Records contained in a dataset
▼

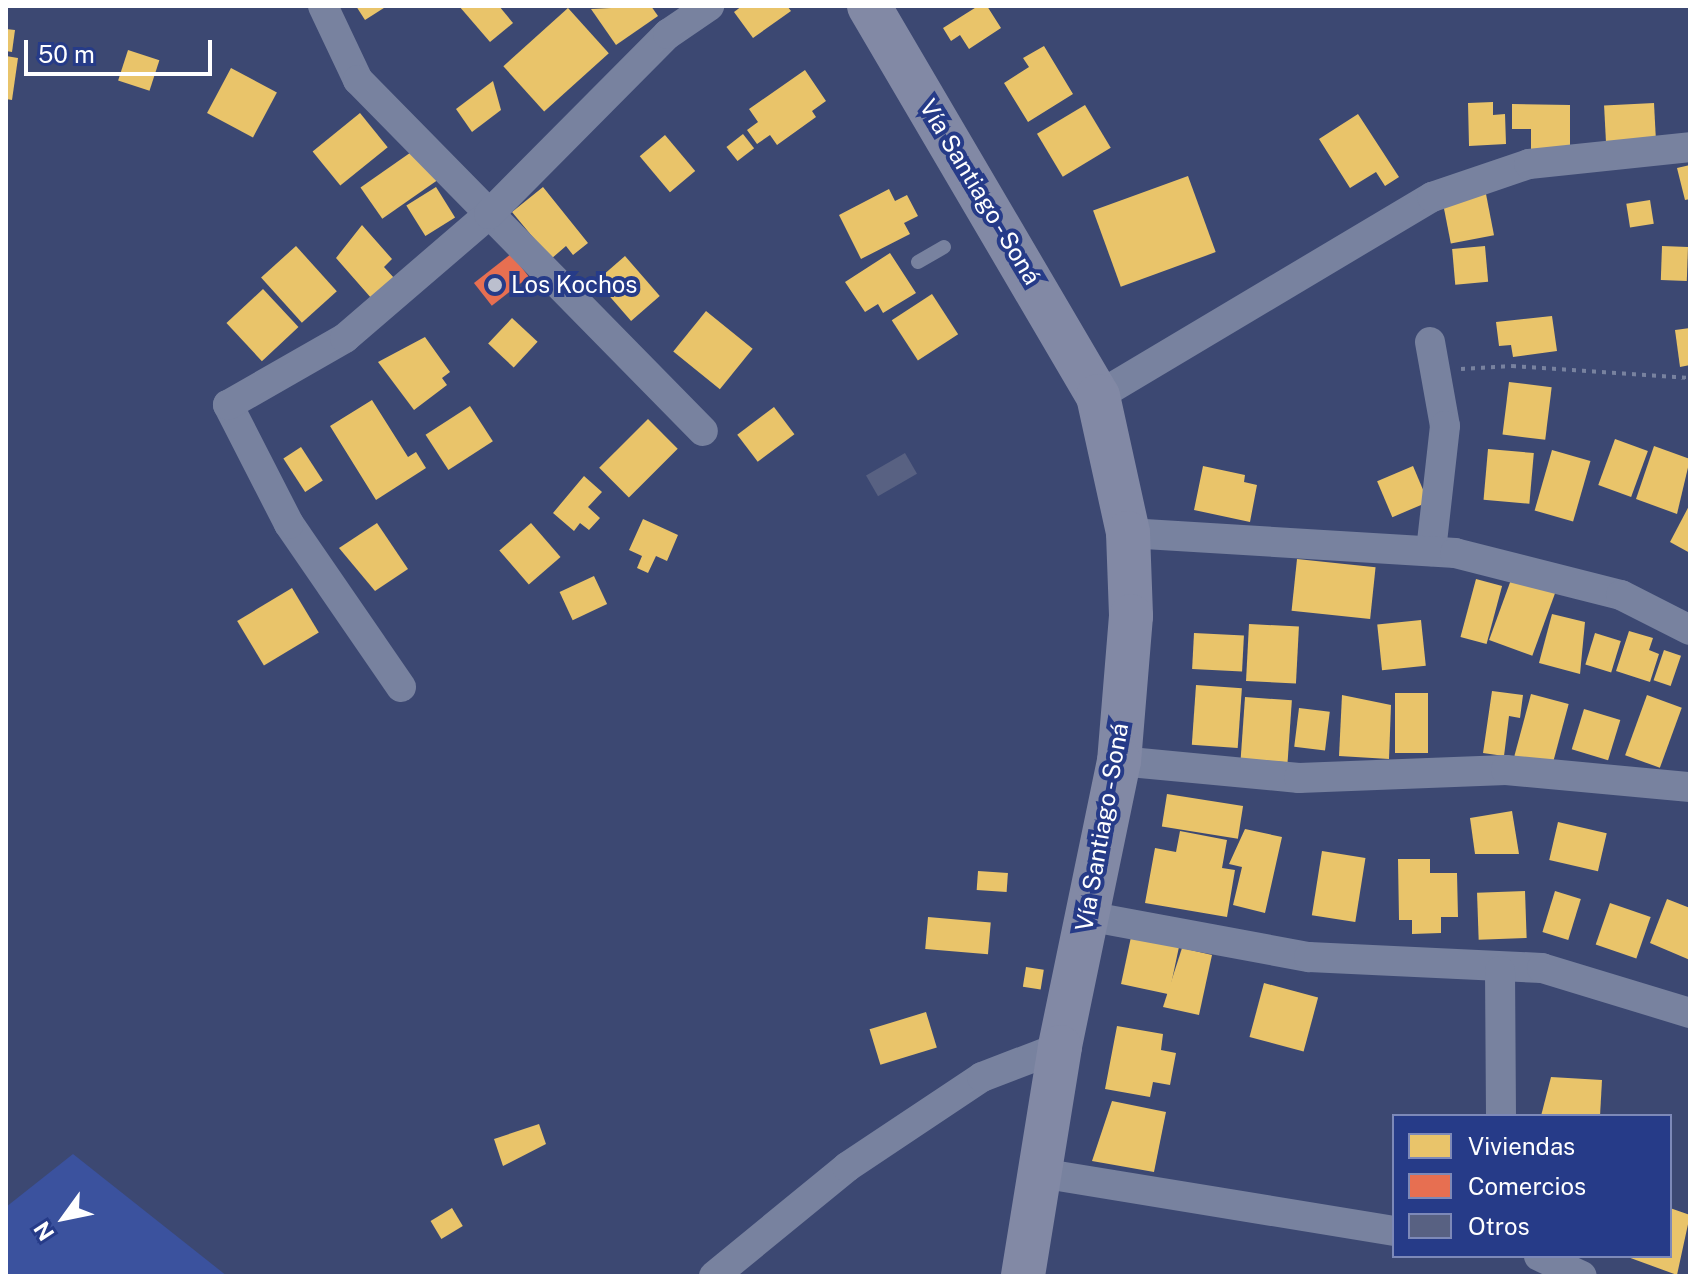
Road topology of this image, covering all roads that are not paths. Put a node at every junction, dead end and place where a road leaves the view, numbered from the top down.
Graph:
1 (323, 6) edge
2 (709, 6) edge
3 (869, 6) edge
4 (1690, 147) edge
5 (489, 214) junction
6 (944, 247) dead end
7 (918, 262) dead end
8 (1432, 357) road end
9 (1098, 396) junction
10 (703, 431) dead end
11 (1128, 533) junction
12 (1431, 551) junction
13 (1690, 630) edge
14 (401, 687) dead end
15 (1119, 761) junction
16 (1690, 787) edge
17 (1087, 916) junction
18 (1500, 971) junction
19 (1690, 1013) edge
20 (1060, 1047) junction
21 (1501, 1114) edge
22 (1040, 1173) junction
23 (1392, 1231) edge
24 (1543, 1258) edge
25 (714, 1276) edge
26 (1023, 1276) edge
27 (1582, 1276) edge

1 - 5 street
2 - 5 street
3 - 9 main road, Vía Santiago - Soná
4 - 9 street
5 - 10 street
5 - 14 street
6 - 7 lane
8 - 12 street
9 - 11 main road, Vía Santiago - Soná
11 - 12 street
11 - 15 main road, Vía Santiago - Soná
12 - 13 street
15 - 16 street
15 - 17 main road, Vía Santiago - Soná
17 - 18 street
17 - 20 main road, Vía Santiago - Soná
18 - 19 street
18 - 21 street
20 - 22 main road, Vía Santiago - Soná
20 - 25 street
22 - 23 street
22 - 26 main road, Vía Santiago - Soná
24 - 27 street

▲

### EXERCISE REQUIREMENTS
Search the entries above for the word "Soná", and copy every line where it occurs.

### RESPONSE
3 - 9 main road, Vía Santiago - Soná
9 - 11 main road, Vía Santiago - Soná
11 - 15 main road, Vía Santiago - Soná
15 - 17 main road, Vía Santiago - Soná
17 - 20 main road, Vía Santiago - Soná
20 - 22 main road, Vía Santiago - Soná
22 - 26 main road, Vía Santiago - Soná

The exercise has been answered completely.